[Opening Provided records section]
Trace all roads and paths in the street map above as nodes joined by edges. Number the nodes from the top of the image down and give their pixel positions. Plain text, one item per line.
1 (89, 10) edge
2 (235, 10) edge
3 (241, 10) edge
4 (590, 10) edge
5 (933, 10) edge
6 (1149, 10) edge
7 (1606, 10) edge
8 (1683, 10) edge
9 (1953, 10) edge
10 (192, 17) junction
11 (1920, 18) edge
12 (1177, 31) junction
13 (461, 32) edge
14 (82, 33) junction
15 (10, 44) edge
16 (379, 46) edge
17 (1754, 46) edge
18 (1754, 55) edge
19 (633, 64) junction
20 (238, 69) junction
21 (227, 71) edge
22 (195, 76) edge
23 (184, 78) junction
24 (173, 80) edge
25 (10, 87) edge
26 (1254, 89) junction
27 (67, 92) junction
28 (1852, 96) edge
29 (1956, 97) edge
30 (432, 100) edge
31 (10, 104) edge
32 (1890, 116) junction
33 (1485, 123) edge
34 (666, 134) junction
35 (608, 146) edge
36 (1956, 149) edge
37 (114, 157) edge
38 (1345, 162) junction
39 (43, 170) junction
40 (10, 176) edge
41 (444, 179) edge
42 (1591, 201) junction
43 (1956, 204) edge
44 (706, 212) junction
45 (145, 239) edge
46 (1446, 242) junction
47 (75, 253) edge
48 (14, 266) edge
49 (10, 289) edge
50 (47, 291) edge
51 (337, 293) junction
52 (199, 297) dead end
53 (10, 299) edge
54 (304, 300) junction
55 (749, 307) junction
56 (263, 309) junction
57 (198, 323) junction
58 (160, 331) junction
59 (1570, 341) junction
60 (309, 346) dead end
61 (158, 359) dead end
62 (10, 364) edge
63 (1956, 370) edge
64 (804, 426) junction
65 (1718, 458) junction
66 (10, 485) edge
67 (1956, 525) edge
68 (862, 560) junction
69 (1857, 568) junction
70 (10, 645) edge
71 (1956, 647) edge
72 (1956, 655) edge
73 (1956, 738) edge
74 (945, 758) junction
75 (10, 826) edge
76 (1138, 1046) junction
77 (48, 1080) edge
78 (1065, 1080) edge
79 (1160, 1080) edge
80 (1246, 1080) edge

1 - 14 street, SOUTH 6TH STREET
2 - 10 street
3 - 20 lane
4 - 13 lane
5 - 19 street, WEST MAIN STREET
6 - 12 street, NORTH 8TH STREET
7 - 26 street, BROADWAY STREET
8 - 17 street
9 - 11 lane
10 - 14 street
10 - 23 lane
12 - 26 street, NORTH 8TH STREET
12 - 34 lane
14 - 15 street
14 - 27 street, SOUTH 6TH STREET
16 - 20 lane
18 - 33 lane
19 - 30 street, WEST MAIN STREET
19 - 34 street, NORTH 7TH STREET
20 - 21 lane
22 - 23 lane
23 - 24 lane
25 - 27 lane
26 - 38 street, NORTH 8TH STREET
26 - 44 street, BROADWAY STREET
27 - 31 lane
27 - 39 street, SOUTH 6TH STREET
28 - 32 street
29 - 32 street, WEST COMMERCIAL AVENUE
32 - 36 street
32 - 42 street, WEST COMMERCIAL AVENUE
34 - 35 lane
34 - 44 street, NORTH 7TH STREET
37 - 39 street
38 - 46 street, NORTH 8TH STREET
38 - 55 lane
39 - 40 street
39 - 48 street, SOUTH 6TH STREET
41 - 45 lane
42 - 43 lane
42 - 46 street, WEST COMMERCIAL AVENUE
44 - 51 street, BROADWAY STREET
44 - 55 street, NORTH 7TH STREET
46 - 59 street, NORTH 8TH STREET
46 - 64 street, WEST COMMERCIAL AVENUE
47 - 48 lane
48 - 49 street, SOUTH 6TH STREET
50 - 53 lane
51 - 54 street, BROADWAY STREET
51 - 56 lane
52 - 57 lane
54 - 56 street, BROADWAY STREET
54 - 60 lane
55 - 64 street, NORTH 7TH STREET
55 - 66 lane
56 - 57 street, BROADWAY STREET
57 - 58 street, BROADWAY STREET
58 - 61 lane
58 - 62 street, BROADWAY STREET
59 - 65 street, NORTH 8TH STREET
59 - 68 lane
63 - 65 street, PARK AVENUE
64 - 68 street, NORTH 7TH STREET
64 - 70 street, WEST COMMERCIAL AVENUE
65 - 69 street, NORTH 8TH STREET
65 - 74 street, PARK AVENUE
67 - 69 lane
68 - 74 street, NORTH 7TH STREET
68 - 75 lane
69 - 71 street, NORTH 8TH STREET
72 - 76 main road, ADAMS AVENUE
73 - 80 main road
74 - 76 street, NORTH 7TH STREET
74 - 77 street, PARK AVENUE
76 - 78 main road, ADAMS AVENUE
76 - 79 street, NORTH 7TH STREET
[Closing Provided records section]
Activity -
Search the entries for the string "WEST". Copy every line that has it.

Exercise solution -
5 - 19 street, WEST MAIN STREET
19 - 30 street, WEST MAIN STREET
29 - 32 street, WEST COMMERCIAL AVENUE
32 - 42 street, WEST COMMERCIAL AVENUE
42 - 46 street, WEST COMMERCIAL AVENUE
46 - 64 street, WEST COMMERCIAL AVENUE
64 - 70 street, WEST COMMERCIAL AVENUE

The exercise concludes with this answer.